En una novela maravillosa del escritor italiano Erri de Luca, un viejo cazador entabla un duelo personal con un enorme antílope macho. Atraviesa la montaña de lado a lado, siente el frío en sus pies, cree desfallecer a veces, pero no se detiene. El antílope como objetivo ha puesto un disparador en su cabeza y un arma en sus manos. Después de mucho tiempo de persecución finalmente lo mata. La pregunta que queda flotando es si él le ha dado muerte o el animal ha elegido su muerte y en ese momento último, el antílope será el verdadero vencedor. El cazador carga al pesado animal y camina varios días dificultosamente, cada vez más trabajosamente en la nieve, tratando de volver a su pueblo antes de la llegada definitiva del invierno. En un momento, una mariposa se posa sobre la cornamenta del animal y su mínimo peso los derrumba a ambos, sellando así destino de cazador y cazado.
La novela se llama El peso de la mariposa, bellísima metáfora para mostrar de qué manera hasta lo más leve, lo más ligero, lo más inesperado, puede hacer justicia.
“Fue la pluma añadida a la carga de los años, la que lo derrumba. Se le oscureció la respiración, las piernas se endurecieron, el latido de las alas y el latido de la sangre se detuvieron al mismo tiempo. El peso de la mariposa había caído sobre su corazón, vacío como un puño cerrado”
En las tradiciones amerindias el colibrí se asocia con la lluvia porque su vuelo leve y suspendido asemeja las gotas y recuerda la luz del agua. Es símbolo de lluvia, abundancia y fertilidad de la naturaleza.
En medio de los incendios que azotaban las sierras, encontré una mañana en el jardín de mi casa, a los pies de un membrillo de adorno que iba terminando su floración, un colibrí de cola larga, de esos que mi libro de pájaros dice que se llama Sappho sparganura (Sappho sparganurus) o “picaflor cometa”.
Estaba caído, cubierto de una ceniza leve que a su vez se había posado también sobre el pasto vuelto amarillo por la impiedad de la helada. La ceniza misma parecía ingrávida, sutil, como el colibrí etéreo en su reposo, ingrávido como un ángel. Como la piedra redondeada y gris, como las pocas hojas de algunos árboles, como el jazmín amarillo con las abejas que van y vienen hacia un panal que no logro descubrir.
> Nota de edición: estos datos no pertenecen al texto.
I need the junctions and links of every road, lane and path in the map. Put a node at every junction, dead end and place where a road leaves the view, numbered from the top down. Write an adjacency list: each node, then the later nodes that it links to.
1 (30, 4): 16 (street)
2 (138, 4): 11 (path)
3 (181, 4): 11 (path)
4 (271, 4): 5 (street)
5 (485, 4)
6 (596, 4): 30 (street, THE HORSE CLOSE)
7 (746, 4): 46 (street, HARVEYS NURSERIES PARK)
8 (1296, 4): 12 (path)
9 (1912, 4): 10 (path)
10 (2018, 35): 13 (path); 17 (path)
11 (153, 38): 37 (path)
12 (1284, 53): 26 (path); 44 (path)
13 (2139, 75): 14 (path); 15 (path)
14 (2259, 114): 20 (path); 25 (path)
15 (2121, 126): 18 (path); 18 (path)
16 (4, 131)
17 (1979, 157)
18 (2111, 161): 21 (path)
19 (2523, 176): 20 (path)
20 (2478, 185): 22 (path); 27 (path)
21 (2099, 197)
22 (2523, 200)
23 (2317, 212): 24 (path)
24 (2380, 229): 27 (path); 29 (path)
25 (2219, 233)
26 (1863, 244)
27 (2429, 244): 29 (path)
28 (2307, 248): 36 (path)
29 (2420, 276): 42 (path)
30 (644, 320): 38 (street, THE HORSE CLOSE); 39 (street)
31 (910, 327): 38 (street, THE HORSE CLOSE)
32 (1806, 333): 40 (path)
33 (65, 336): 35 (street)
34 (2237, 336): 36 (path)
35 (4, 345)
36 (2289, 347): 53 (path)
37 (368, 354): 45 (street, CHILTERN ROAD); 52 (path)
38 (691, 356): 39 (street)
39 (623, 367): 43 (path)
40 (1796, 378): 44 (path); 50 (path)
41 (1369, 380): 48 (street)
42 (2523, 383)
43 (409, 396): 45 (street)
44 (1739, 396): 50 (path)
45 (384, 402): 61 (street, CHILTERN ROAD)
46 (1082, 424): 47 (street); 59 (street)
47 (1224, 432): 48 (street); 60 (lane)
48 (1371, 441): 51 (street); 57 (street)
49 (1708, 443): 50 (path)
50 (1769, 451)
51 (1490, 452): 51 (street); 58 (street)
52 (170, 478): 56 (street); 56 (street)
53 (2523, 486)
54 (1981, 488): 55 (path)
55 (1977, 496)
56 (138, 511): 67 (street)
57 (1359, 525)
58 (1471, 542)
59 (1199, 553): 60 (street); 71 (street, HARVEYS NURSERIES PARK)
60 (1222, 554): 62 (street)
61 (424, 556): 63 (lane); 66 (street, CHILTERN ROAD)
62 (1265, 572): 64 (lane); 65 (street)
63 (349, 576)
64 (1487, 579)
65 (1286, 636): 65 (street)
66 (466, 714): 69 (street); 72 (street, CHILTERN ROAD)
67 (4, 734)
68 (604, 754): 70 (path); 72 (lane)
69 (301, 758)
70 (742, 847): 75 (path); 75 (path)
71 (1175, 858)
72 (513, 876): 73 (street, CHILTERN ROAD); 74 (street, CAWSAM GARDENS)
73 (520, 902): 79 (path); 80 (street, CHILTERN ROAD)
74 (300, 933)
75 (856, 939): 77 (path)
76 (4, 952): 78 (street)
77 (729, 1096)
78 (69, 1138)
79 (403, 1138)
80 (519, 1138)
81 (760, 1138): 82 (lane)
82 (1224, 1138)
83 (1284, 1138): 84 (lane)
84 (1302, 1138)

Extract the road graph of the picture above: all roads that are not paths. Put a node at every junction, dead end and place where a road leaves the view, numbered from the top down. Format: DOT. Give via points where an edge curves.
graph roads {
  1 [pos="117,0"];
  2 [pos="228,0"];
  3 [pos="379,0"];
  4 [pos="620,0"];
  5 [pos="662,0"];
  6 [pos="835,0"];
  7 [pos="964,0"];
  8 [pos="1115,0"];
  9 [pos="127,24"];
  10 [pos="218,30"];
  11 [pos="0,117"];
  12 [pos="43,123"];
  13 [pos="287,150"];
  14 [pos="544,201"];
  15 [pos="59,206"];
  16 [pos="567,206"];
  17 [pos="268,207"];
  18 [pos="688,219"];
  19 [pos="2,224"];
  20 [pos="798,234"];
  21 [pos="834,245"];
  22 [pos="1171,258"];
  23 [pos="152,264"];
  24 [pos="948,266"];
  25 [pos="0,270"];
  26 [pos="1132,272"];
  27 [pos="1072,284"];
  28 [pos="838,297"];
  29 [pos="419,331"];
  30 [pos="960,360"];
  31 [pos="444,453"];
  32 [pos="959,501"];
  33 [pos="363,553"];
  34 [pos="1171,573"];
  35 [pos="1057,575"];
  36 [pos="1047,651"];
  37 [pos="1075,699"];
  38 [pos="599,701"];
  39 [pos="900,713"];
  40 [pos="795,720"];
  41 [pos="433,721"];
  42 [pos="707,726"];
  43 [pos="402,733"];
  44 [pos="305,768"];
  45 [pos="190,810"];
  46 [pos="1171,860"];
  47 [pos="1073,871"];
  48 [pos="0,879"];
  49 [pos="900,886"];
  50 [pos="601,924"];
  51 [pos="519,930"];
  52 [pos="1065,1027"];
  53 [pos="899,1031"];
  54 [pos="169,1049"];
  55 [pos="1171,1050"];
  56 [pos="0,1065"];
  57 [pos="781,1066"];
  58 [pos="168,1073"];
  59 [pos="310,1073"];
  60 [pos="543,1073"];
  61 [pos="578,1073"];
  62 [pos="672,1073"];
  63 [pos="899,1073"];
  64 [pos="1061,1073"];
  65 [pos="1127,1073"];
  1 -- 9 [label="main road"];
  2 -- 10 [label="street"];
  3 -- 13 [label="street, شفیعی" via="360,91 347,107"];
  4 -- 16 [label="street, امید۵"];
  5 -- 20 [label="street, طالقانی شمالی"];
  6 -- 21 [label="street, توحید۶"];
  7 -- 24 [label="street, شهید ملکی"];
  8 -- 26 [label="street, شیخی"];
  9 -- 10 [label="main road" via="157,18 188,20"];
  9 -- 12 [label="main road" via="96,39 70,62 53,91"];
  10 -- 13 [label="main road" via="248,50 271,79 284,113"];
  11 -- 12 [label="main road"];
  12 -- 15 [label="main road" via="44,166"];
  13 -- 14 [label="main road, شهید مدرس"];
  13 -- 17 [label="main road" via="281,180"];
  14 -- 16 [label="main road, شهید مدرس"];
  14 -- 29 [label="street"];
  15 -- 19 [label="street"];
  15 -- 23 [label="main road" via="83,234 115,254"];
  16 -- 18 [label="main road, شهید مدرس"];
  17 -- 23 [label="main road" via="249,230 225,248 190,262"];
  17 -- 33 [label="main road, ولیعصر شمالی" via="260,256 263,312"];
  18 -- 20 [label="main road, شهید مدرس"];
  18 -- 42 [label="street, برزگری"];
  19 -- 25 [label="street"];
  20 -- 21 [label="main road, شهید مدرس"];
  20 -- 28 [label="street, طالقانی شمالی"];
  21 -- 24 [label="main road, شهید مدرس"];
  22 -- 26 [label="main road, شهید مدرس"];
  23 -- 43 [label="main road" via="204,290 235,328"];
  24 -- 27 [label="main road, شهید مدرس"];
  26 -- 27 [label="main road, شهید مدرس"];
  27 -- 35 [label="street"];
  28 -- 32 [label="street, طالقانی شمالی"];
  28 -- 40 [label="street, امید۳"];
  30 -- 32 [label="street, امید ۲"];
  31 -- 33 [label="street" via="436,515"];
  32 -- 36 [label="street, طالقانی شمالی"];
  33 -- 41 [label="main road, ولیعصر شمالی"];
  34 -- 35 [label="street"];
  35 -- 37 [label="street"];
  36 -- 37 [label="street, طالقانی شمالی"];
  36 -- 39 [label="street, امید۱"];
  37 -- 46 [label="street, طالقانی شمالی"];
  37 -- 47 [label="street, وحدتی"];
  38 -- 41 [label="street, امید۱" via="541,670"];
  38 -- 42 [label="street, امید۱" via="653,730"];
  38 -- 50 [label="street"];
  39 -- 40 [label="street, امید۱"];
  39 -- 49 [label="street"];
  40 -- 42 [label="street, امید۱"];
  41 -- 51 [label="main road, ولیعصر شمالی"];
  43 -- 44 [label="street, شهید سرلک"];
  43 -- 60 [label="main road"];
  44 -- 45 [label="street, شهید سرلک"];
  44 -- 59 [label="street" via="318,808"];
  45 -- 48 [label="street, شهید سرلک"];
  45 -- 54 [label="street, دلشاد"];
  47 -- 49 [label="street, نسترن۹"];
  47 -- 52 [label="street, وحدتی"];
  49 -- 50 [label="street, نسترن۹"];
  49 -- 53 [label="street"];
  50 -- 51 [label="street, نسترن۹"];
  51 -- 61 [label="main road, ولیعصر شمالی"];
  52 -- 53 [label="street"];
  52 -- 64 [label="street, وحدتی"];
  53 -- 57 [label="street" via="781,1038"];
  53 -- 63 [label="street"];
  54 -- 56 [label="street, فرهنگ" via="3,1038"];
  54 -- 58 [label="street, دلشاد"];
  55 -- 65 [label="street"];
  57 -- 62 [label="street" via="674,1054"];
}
Esa noche comenzó a llover.
Como si a la depredación causada por los seres humanos, la naturaleza nos respondiera que toda muerte tiene su fiesta de resurrección. Nada más venturoso en esos días que la lluvia mansa que alejó la amenaza de los incendios.
Armé un huequito, coloqué allí unas hojas que había arrastrado el viento y capa sobre capa arropé al pajarito que ya no podía mirar el cielo.
Un antílope, un colibrí, una leve mariposa, unas abejas pueden vencer la pesadez del mundo. Solo hay que saber leer su sacrificio y el apóstrofe de nuestra indignidad que no tiene nada de leve y mucho de insoportable.
“¿Quién gime? Hilillo mi voz, cara negra que dice, ni siquiera voz: No saben lo que hacen// Presta atención lector/ Es el clamor de la tierra”, nos advierte Ines Aráoz.